• **Collected data**
=-=-=-=-=

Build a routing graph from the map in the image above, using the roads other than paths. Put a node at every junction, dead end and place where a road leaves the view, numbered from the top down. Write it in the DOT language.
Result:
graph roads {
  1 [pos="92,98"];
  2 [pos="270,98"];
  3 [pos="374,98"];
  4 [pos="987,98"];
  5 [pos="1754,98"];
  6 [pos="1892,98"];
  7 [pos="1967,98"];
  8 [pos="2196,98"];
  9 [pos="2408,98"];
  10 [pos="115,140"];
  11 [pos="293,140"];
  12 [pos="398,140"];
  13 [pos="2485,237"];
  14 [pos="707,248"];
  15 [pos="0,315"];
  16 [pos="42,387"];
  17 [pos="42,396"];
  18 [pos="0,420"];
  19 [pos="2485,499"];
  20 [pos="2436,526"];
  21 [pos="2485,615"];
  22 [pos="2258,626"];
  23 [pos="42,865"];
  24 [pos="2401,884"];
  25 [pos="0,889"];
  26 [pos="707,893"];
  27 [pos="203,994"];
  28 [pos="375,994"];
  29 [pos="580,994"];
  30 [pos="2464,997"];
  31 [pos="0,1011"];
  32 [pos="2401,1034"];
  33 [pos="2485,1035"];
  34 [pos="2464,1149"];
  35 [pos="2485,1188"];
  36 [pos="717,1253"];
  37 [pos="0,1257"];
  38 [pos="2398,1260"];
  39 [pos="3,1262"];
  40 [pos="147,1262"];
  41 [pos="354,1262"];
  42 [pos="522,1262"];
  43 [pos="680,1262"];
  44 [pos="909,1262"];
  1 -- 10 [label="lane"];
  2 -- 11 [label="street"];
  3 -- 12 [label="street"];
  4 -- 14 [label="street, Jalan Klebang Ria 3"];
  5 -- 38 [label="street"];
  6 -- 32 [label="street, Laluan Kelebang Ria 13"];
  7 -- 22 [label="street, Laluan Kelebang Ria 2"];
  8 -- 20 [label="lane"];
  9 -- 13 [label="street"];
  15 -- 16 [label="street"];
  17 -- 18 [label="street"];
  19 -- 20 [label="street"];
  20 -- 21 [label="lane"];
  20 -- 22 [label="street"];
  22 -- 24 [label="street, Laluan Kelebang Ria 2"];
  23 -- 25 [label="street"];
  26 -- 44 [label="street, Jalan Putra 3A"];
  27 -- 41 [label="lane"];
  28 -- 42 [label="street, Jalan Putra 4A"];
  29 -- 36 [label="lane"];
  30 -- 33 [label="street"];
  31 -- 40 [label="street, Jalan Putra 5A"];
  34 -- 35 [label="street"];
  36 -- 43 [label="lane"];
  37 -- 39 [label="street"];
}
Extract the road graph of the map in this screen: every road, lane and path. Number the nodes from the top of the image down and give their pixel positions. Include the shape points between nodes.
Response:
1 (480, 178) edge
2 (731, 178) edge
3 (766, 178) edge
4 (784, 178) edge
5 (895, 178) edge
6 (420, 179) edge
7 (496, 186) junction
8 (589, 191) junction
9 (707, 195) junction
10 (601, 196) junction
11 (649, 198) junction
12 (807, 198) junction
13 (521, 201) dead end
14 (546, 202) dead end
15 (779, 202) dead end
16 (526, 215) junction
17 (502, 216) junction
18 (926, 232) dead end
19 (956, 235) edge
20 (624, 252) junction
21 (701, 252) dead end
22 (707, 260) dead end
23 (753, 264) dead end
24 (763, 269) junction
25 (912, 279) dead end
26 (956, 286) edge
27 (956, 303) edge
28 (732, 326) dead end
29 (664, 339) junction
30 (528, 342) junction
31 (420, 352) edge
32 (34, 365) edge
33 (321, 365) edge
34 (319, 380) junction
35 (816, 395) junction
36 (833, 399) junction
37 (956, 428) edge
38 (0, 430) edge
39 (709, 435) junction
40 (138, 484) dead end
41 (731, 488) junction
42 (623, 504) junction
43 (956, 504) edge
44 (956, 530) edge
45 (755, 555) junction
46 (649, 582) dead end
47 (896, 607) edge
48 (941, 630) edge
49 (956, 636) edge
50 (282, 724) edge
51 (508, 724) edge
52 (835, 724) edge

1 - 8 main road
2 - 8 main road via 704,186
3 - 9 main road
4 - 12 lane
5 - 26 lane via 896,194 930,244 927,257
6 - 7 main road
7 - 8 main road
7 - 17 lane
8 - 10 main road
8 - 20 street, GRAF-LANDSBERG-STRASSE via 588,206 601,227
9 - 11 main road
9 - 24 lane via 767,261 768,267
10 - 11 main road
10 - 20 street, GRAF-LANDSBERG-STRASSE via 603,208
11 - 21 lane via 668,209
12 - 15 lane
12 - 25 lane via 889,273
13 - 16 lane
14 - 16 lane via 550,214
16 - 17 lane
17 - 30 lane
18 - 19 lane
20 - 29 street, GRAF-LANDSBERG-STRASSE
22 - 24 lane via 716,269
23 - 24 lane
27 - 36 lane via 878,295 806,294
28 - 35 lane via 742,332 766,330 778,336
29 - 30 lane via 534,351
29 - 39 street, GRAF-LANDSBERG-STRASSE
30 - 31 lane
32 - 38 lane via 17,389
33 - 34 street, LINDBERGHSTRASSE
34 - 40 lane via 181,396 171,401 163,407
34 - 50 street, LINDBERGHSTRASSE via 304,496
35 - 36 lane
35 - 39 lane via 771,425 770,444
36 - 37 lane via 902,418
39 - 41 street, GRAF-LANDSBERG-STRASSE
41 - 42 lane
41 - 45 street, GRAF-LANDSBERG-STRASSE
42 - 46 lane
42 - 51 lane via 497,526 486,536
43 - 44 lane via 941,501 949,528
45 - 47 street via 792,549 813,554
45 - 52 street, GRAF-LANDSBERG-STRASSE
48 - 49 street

=-=-=-=-=

• **Task to carry out**
In the records above, how many lines include "LANDSBERG"? Reply only with the number.

• **Response to the exercise**
7